A Member has reported a near miss incident in which a diver very nearly lost his gas supply.

What happened?

The incident occurred when a vessel was engaged in flushing operations, and was assisting with barrier testing flushing/flooding and positive isolation. The bellman reported that the diving bell was snatching heavily and the decision was made to abort the dive. Both divers returned to under the bell. Diver 1 was recovered into the bell while diver 2 waited on the seabed. Diver 1 entered the bell just as the vessel heaved; both diver 1 and the bellman were unbalanced.

At this point diver 2 reported to the dive supervisor that his ‘gas had gone tight’ and opened his bailout supply.

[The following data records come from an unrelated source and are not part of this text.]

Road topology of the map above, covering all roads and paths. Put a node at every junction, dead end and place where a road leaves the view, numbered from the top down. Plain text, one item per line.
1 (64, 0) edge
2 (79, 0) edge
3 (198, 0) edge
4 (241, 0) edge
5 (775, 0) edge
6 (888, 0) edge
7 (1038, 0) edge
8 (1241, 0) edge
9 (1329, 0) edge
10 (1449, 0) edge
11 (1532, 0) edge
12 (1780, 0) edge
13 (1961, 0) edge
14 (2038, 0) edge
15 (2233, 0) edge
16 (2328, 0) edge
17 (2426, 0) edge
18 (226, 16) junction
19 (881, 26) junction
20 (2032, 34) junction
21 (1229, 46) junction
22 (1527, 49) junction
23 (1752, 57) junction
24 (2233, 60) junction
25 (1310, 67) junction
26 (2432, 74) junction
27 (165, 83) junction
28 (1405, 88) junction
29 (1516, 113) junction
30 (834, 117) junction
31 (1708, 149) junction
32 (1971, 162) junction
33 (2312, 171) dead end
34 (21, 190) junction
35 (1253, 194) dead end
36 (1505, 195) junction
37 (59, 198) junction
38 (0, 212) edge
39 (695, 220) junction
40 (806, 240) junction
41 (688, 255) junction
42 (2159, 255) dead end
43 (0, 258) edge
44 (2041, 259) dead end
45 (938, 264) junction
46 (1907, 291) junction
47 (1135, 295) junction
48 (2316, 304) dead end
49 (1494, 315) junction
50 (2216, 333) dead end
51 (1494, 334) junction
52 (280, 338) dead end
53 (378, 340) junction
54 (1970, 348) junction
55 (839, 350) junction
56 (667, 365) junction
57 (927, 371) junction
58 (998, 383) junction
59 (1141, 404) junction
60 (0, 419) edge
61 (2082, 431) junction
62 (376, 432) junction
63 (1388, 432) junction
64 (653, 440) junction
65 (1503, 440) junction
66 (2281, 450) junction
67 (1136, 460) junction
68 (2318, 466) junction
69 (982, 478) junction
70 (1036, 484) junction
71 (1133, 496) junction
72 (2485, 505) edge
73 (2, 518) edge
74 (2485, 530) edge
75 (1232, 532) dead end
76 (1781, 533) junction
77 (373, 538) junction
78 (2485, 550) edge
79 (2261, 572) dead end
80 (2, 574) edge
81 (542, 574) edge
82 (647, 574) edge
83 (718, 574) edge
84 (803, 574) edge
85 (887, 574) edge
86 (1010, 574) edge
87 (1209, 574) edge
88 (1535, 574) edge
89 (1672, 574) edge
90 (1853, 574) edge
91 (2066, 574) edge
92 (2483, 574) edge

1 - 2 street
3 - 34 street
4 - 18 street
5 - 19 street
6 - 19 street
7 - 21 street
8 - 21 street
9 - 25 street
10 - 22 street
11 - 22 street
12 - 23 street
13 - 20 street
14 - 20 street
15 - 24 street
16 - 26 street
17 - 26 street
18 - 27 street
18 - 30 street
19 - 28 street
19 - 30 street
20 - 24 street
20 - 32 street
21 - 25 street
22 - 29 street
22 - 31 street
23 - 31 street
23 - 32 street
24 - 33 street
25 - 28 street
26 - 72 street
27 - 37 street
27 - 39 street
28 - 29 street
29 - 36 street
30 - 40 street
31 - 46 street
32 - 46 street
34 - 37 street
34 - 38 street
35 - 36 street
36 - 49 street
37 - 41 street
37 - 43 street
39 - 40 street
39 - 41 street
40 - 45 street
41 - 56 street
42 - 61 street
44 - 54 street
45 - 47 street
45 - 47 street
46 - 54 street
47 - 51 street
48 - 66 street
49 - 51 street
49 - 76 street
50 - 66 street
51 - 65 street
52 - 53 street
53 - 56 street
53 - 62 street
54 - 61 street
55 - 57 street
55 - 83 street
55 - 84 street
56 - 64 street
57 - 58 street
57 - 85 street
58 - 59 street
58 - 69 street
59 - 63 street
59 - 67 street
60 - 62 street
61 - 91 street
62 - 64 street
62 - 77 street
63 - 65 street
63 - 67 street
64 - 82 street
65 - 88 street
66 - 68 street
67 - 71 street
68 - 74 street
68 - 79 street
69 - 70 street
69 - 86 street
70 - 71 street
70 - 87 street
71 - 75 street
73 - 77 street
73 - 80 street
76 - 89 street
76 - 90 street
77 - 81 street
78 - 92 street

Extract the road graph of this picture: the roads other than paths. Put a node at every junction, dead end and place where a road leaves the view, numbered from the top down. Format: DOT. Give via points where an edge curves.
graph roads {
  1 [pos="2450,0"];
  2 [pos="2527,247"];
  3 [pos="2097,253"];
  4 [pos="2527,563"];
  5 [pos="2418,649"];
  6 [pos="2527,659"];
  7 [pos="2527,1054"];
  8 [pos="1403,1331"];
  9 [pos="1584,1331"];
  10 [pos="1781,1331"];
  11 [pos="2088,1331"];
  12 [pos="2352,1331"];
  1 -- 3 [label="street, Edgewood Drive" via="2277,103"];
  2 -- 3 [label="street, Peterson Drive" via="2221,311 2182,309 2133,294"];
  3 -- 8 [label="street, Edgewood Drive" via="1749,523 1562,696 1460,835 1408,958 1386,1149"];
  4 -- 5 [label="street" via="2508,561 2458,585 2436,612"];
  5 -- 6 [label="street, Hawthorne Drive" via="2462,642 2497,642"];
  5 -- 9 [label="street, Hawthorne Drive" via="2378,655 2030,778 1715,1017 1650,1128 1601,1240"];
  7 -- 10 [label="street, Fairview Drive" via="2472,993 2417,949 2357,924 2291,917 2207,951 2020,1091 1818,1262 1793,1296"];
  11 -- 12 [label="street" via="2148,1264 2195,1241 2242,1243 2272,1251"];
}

The dive supervisor immediately informed the bellman who saw that the gas supply valve was half closed. The bellman opened the gas supply valve fully and main gas supply was restored to diver 2. Diver 2 secured his bailout supply, then left the seabed and was safely recovered into the bell. There were no injuries or ill effects.

Imcasf14 11 Image1

dive bell panel with valves in original closed position (note: valves turn anti-clockwise to open)

After the divers returned to the chambers the bell was vented to surface to allow for checks and any modifications to be carried out on the valve in question, to prevent recurrence.

The valve control handle was reconfigured and turned 180 degrees from its original closed position, which will ensure that when the valve is in the open position, that it cannot be accidentally knocked to closed.

Imcasf14 11 Image2

dive bell panel showing modifications to the valve handles

What were the causes?

Investigation revealed that the main cause of the incident was that when the bellman lost his footing as the bell heaved during marginal weather conditions, he fell against the diver’s gas supply valve and knocked it toward the closed position. 

The design and positioning of this valve arrangement, in the context of the confined space within the bell, was a potential hazard that had been overlooked.

Actions

The following corrective actions were taken:

  • Diving operations were suspended until corrective actions taken, and the black box hard disk recording was copied.

  • The bell was surfaced for investigation and repositioning of the valve/valve handle to prevent a recurrence.

  • The dive team were fully briefed on the incident and actions taken to prevent recurrence.

Lessons learnt

The following lessons were learnt:

  • Diving bells are confined spaces packed with complex equipment. The ergonomics of bell diving operations brings the risk of equipment being inadvertently moved or operated. Changing the way key components function can reduce the risk of inadvertent operation.

  • The actions of the supervisor, bellman and diver were correctly and quickly undertaken as soon as the gas went ‘tight’, showing the benefit of undertaking regular diving emergency drills.